Section 3553(e) authorizes departures upon government motion "so as to reflect a defendant's substantial assistance [emphasis supplied] in the investigation or prosecution of another person who has committed an offense." This language clearly supports the government's view that only factors relating to a defendant's cooperation should influence the extent of a departure for providing substantial assistance under Sec. 3553(e). Reference to Sec. 5K1.1 of the sentencing guidelines further buttresses the government's reading. That policy statement contains a list of factors that the sentencing court may consider to arrive at "the appropriate reduction" when departing downward on the basis of substantial assistance rendered to the government. The list is not intended to be exhaustive, but each of the factors listed concerns circumstances bearing upon the significance of a defendant's cooperation, such as its utility, reliability, risk, and timeliness. Had the Sentencing Commission wished to permit courts to consider factors unrelated to the quality of the defendant's cooperation when departing because of that cooperation, it seems likely that it would have promulgated a list of examples encompassing factors unrelated to cooperation. Courts probably invoke interpretive maxims too often, but the principle of ejusdem generis seems to have such force in this case that we feel obliged to trot it out. "The purpose for defining the class by illustrative particularizations accompanied by a general catchall reference is to determine how extensively the act was intended or should reasonably be understood to apply." 2A C. SANDS, STATUTES AND STATUTORY CONSTRUCTION Sec. 47.18 at 177 (4th ed. 1984). We therefore conclude that Sec. 5K1.1 permits departure only on the basis of the quality of the assistance rendered.

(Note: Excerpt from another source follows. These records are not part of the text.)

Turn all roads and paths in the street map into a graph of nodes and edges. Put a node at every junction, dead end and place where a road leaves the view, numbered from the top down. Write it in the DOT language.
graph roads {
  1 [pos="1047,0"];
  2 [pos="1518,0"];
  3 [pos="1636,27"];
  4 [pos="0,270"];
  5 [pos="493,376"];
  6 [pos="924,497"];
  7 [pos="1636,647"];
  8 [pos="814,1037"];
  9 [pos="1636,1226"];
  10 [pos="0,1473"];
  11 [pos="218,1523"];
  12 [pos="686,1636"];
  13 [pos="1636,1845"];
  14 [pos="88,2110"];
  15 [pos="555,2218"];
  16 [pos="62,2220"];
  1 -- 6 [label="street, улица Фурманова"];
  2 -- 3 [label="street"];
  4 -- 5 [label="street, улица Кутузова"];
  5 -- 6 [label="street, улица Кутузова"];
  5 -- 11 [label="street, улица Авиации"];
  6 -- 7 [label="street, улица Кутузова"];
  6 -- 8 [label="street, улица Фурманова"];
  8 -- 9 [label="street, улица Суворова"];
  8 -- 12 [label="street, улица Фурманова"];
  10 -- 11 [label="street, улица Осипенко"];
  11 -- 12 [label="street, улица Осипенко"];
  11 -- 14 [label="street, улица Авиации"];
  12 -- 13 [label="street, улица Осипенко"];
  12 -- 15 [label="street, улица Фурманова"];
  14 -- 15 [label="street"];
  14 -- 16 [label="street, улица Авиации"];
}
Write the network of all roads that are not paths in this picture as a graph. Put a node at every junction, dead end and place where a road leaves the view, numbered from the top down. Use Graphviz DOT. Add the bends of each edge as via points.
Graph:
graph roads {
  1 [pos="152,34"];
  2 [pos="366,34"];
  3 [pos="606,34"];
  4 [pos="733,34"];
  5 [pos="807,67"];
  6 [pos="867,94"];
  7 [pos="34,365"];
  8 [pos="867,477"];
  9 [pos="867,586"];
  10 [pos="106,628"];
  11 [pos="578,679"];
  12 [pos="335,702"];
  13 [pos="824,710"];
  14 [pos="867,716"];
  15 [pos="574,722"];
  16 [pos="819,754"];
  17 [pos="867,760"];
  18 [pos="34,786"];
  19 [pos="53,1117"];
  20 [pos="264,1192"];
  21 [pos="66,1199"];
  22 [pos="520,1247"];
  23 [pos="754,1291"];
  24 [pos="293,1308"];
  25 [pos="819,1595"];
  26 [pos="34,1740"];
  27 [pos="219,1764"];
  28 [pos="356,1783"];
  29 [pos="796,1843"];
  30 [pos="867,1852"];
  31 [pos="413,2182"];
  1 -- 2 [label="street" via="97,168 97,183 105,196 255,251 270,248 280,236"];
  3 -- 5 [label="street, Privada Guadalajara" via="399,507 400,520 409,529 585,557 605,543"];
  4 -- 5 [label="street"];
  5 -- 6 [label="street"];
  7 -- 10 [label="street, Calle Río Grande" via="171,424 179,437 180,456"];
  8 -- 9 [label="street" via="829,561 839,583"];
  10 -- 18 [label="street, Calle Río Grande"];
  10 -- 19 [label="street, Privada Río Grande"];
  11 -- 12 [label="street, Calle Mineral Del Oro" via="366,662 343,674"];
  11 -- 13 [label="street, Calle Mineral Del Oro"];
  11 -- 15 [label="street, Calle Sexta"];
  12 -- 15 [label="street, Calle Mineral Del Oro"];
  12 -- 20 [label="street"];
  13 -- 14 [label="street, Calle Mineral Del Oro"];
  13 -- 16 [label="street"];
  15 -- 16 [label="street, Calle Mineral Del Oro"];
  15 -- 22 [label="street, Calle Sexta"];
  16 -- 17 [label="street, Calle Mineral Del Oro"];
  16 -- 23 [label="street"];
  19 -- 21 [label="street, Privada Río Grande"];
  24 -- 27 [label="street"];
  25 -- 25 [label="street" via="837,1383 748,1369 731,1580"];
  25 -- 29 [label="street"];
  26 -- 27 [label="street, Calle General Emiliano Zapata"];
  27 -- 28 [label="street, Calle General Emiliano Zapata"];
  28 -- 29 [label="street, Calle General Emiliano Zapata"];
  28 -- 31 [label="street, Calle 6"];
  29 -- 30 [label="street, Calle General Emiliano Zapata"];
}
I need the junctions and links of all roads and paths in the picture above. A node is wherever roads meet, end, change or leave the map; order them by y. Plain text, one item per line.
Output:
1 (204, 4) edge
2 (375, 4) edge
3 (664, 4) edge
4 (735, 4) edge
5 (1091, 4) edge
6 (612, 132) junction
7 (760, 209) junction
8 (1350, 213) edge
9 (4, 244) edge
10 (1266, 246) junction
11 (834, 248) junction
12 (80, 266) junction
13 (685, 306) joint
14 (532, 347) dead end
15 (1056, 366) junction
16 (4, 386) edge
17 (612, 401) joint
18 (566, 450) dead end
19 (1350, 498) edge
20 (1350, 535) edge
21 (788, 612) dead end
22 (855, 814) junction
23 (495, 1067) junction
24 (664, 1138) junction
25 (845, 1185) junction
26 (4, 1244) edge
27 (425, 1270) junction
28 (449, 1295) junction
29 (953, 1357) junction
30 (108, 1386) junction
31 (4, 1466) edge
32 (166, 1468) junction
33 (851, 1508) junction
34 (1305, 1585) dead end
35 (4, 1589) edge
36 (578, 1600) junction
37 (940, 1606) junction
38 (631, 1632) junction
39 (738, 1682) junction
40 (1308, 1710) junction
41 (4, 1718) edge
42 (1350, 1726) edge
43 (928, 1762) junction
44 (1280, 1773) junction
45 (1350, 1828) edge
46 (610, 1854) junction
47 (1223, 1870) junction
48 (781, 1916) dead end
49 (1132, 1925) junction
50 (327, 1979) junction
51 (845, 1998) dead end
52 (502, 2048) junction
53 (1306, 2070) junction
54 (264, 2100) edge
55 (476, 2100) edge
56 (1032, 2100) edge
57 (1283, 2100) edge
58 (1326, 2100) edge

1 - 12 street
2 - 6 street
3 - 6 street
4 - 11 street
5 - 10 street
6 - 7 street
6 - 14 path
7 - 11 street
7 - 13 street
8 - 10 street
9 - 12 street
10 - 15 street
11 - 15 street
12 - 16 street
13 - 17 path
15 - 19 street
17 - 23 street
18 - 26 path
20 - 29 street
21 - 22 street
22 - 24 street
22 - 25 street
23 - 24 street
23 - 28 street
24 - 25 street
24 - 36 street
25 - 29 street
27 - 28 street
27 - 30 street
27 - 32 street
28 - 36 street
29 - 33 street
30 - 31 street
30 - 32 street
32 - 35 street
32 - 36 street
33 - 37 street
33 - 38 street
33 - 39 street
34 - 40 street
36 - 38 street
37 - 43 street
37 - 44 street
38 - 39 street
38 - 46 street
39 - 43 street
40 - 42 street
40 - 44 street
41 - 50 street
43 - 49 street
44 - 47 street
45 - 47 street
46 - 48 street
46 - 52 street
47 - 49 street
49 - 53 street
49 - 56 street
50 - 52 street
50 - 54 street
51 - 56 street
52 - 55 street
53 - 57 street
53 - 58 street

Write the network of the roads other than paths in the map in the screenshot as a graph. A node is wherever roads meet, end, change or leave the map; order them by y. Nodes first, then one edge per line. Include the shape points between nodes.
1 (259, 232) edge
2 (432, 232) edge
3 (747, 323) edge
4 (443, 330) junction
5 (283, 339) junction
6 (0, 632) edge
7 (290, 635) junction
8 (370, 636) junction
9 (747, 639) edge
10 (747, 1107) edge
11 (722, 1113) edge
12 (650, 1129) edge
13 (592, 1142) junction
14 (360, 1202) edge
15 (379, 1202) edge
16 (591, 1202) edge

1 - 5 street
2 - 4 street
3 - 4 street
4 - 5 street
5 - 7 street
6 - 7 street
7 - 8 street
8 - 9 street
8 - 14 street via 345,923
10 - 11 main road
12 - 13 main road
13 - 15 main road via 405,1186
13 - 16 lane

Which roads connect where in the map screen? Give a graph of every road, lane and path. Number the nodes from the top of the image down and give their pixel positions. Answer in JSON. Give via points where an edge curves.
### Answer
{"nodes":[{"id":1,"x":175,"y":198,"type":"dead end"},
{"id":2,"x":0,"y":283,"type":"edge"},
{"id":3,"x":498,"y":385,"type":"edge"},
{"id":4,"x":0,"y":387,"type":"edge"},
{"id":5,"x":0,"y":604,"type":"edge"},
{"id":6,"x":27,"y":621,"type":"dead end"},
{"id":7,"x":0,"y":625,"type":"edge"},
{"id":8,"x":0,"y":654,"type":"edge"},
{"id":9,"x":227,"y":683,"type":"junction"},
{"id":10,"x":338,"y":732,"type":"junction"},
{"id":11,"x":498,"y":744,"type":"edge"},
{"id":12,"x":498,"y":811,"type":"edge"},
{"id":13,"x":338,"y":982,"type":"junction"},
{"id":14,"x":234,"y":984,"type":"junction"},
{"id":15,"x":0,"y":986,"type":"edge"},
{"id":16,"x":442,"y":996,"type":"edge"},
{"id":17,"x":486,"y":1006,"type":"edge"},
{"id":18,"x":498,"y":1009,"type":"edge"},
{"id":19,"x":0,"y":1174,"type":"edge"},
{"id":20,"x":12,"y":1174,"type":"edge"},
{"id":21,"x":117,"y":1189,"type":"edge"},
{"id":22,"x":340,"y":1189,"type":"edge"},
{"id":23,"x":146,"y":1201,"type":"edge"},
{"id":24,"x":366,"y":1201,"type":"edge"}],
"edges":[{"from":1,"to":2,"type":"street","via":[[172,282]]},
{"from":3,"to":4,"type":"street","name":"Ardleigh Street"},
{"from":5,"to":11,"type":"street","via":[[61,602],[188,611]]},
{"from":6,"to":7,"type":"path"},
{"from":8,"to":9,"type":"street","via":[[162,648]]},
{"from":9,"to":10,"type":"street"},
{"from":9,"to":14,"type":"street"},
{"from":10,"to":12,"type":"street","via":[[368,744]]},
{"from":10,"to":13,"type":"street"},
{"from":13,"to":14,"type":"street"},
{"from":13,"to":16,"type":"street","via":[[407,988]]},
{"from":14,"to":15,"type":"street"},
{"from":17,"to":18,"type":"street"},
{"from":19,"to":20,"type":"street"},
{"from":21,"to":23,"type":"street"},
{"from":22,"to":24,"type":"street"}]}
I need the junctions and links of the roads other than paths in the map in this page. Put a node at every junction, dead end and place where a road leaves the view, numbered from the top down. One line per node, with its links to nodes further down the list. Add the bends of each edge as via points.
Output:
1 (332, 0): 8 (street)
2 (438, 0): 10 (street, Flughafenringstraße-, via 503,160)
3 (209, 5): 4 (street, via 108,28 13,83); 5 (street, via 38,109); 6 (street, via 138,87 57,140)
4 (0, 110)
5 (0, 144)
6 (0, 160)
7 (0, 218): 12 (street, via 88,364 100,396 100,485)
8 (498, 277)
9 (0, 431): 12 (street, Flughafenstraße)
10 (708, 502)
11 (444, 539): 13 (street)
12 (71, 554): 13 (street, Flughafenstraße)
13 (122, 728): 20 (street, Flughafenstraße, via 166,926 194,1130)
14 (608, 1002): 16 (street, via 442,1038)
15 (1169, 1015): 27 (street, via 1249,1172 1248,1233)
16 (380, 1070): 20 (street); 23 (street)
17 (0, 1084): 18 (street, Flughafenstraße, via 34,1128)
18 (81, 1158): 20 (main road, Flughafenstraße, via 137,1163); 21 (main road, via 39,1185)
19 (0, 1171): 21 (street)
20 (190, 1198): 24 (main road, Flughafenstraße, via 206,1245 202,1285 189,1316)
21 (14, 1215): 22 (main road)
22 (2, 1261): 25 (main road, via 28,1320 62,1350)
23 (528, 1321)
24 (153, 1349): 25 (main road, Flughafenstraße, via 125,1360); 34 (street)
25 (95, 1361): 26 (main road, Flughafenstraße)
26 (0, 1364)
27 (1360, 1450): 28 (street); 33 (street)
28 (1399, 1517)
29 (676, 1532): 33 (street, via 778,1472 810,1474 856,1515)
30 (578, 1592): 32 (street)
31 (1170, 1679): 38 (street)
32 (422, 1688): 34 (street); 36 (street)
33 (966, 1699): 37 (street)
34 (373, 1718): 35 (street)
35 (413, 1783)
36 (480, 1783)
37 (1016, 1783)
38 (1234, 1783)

The district court, Thomas concedes, based its sentence not only on her assistance, but also took her extremely burdensome family responsibilities into account. Each of Thomas's three adult children is mentally disabled. Two live with Thomas; one is institutionalized. Thomas is also the legal guardian of a four year-old grandson. She cares for her children alone; Thomas last saw her husband in 1984.

She maintains, however, that Sec. 1B1.4 of the guidelines authorized the court to factor her familial responsibilities into its departure calculus. Section 1B1.4 provides that "[i]n determining ... whether a...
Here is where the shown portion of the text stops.